When one turns to the second general rule, namely, the rule that where a person is compelled by law to make a payment for whichanother is primarily liable he is entitled to be indemnified, notwithstanding the lack of any request or consent, one again finds that the law recognises exceptions. This rule has been subjected to very careful treatment in the leading textbook on The Law of Restitution, Goff and Jones, in chapter 12. of the current edition, which begins at page 207. The rule is stated. Then the learned authors say, after stating the rule in general terms: "To succeed in his claim, however, the plaintiff must satisfy certain conditions.

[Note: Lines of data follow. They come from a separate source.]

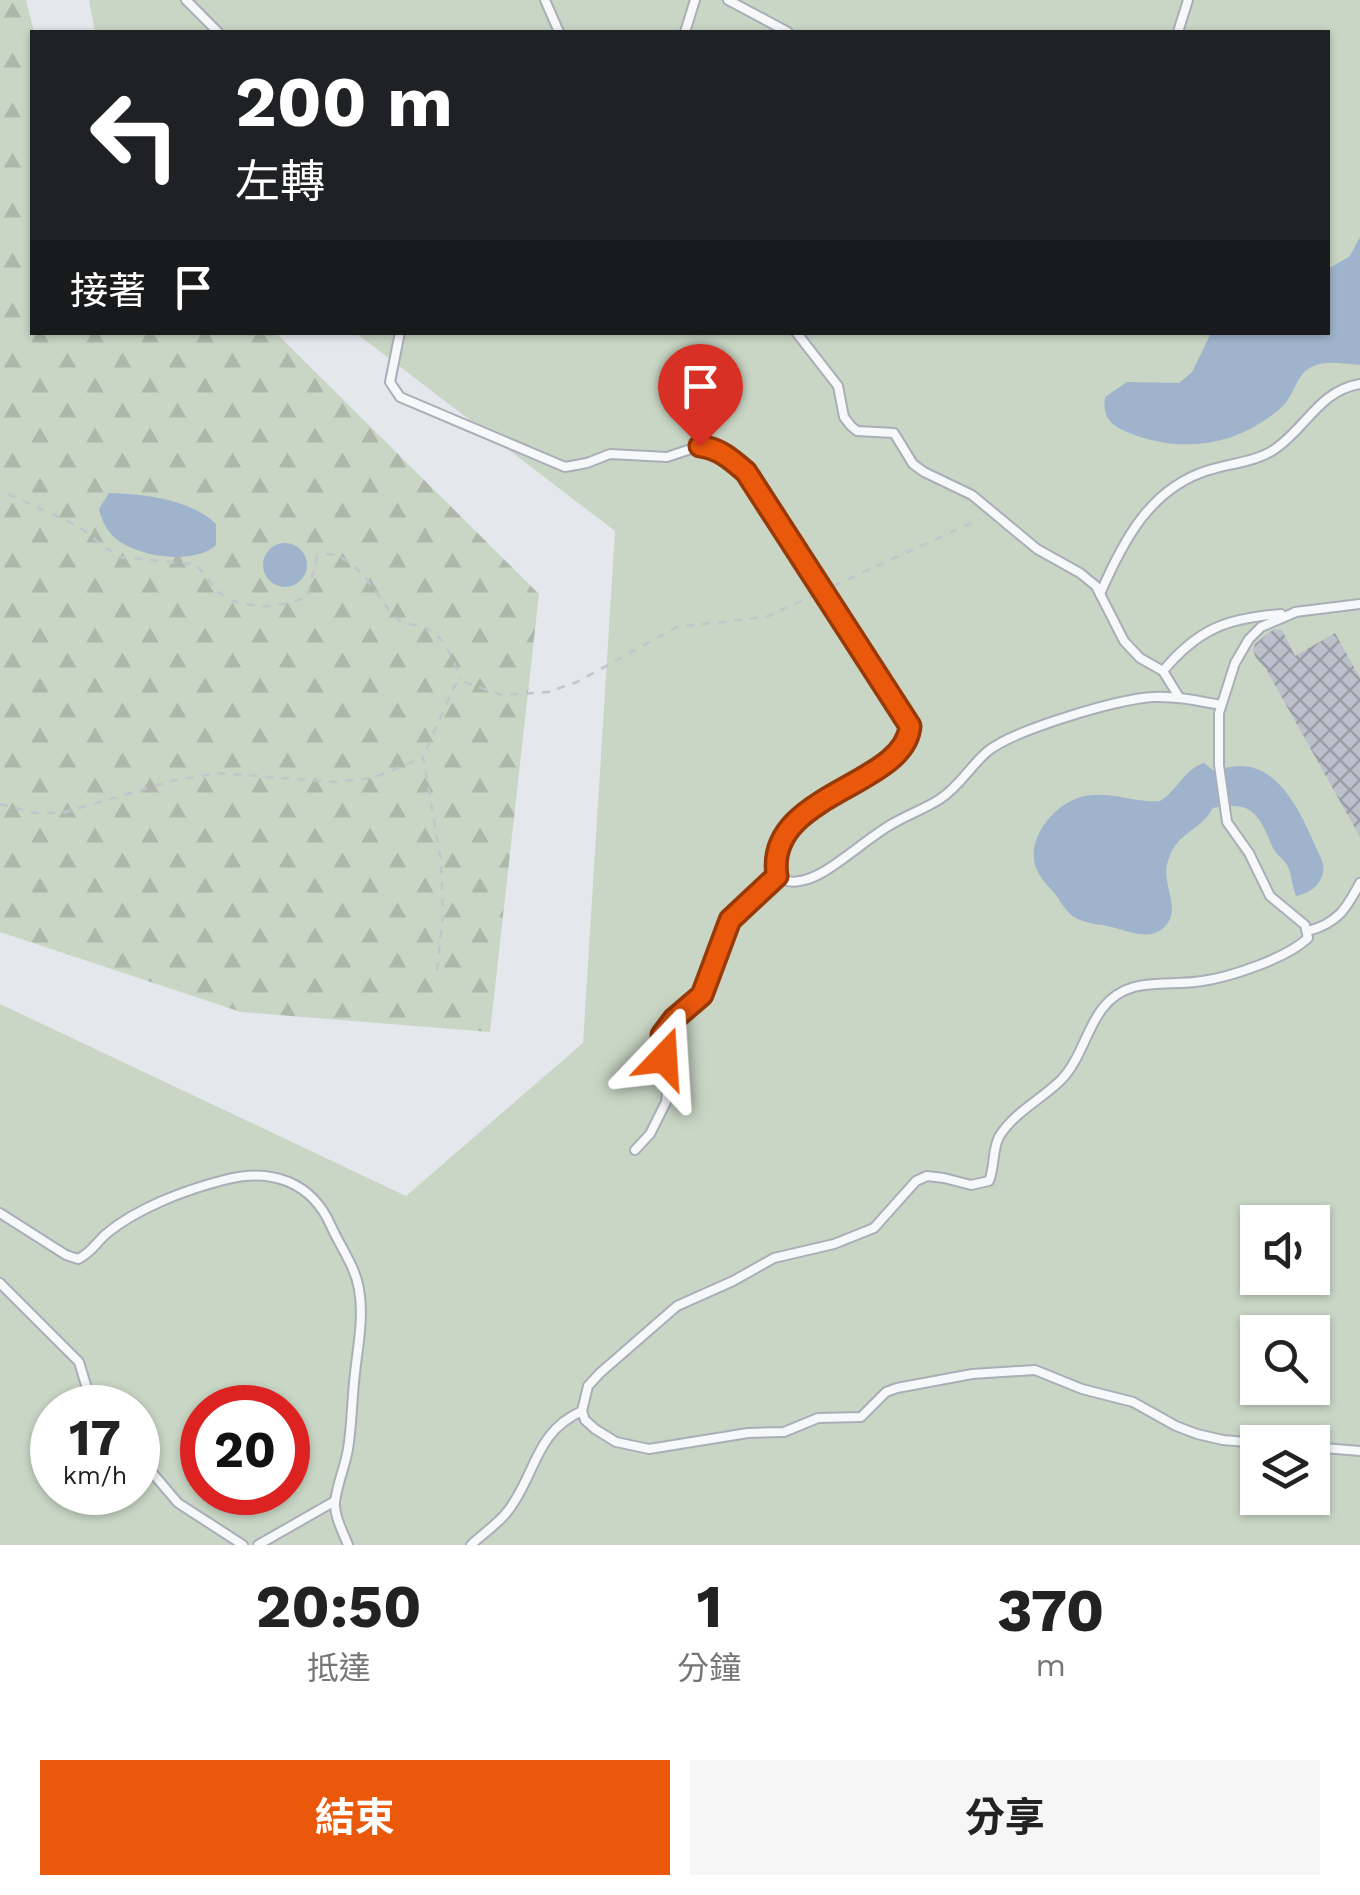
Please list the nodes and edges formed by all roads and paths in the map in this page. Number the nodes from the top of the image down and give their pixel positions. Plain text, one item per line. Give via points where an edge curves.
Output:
1 (186, 0) edge
2 (545, 0) edge
3 (695, 0) edge
4 (728, 0) edge
5 (1188, 0) edge
6 (216, 30) edge
7 (558, 30) edge
8 (686, 30) edge
9 (784, 30) edge
10 (1179, 30) edge
11 (399, 335) edge
12 (798, 335) edge
13 (1360, 384) edge
14 (8, 494) dead end
15 (995, 512) junction
16 (1100, 594) junction
17 (1360, 604) edge
18 (1296, 612) junction
19 (1163, 671) junction
20 (461, 681) junction
21 (1179, 698) junction
22 (1221, 705) junction
23 (423, 757) junction
24 (0, 804) edge
25 (777, 876) junction
26 (1360, 883) edge
27 (1308, 931) junction
28 (437, 970) dead end
29 (634, 1150) dead end
30 (0, 1213) edge
31 (0, 1284) edge
32 (86, 1385) edge
33 (582, 1411) junction
34 (1240, 1442) edge
35 (1330, 1448) edge
36 (1360, 1451) edge
37 (160, 1482) edge
38 (335, 1501) junction
39 (243, 1545) edge
40 (258, 1545) edge
41 (348, 1545) edge
42 (471, 1545) edge

1 - 6 lane
2 - 7 lane
3 - 8 lane
4 - 9 lane
5 - 10 lane
11 - 25 lane, bridge via 390,373 400,396 565,466 610,454 667,457 700,446 714,448 746,472 908,720 910,734 893,755 787,832
12 - 15 lane via 838,386 850,426 894,433 913,464
13 - 16 lane via 1325,398 1272,451 1184,478 1166,491 1121,545
14 - 20 path via 78,526 118,557 194,564 216,590 241,603 299,601 307,596 317,557 334,554 373,586 393,616 437,635
15 - 16 lane via 1050,558 1080,572
15 - 20 path via 766,617 677,627 548,692 502,695
16 - 19 lane via 1124,641
17 - 18 lane
18 - 19 lane via 1216,626
18 - 22 lane via 1249,639
19 - 21 lane
20 - 23 path
21 - 22 lane
21 - 25 lane via 1113,704 997,745 942,798 826,870 793,884
22 - 27 lane via 1224,811 1270,896
23 - 24 path via 373,778 335,782 218,773 62,813
23 - 28 path via 444,914
25 - 29 lane via 730,920 702,995 666,1028 666,1102
26 - 27 lane via 1343,914
27 - 33 lane via 1302,944 1222,977 1136,986 1114,995 1096,1014 1072,1066 998,1139 988,1181 971,1185 927,1176 874,1228 774,1258 677,1306 600,1372 588,1386
30 - 38 lane via 78,1259 126,1221 227,1178 289,1181 309,1191 323,1207 359,1291 349,1445
31 - 32 lane via 66,1346
33 - 34 lane via 616,1442 664,1448 784,1432 818,1418 861,1417 896,1388 1022,1369 1116,1396 1197,1434
33 - 42 lane via 549,1434 506,1513
35 - 36 lane
37 - 39 lane via 178,1503
38 - 40 lane
38 - 41 lane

He must show (1) that he has been compelled by law to make the payment; (2) that he did not officiously expose himself to the liability to make the payment; (3) that his payment discharged a liability of the defendant; and (4) that both he and the defendant were subject to a common demand by a third party, for which, as between the plaintiff and the defendant, the latter was primarily responsible." In the present case we are very much concerned with the first two of those conditions: whether the plaintiff had been compelled by law to make the payment, and whether he did or did not officiously expose himself to the liability to make the payment.

12

At page 214 the learned editors discuss the exceptions to the general rule which fall under their second condition, namely, the officious assumption of a liability to make the payment. If they are right - as I think they are, and as I think the cases show they are - then there are exceptions to the second general rule; that is to say, the law does recognise that there may be exceptions, even when a man is legally liable to pay the debt of another, to the general rule that he has a right to an indemnity.

13

I think that the case law supporting the existence of such exceptions is really epitomised in the Brook's Wharf case to which Ihave already referred. At page 545 of the report, Lord Wright, having quoted the passage from Lord Tenterden's judgment that I have already quoted, explains the principle of the matter in these words: "These statements of the principle do not put the obligation on any ground of implied contract or a constructive or notional contract. The obligation is imposed by the court simply under the circumstances of the case and on what the court decides is just and reasonable having regard to the relationship of the parties. It is a debt or obligation constituted by the act of the law, apart from any consent or intention...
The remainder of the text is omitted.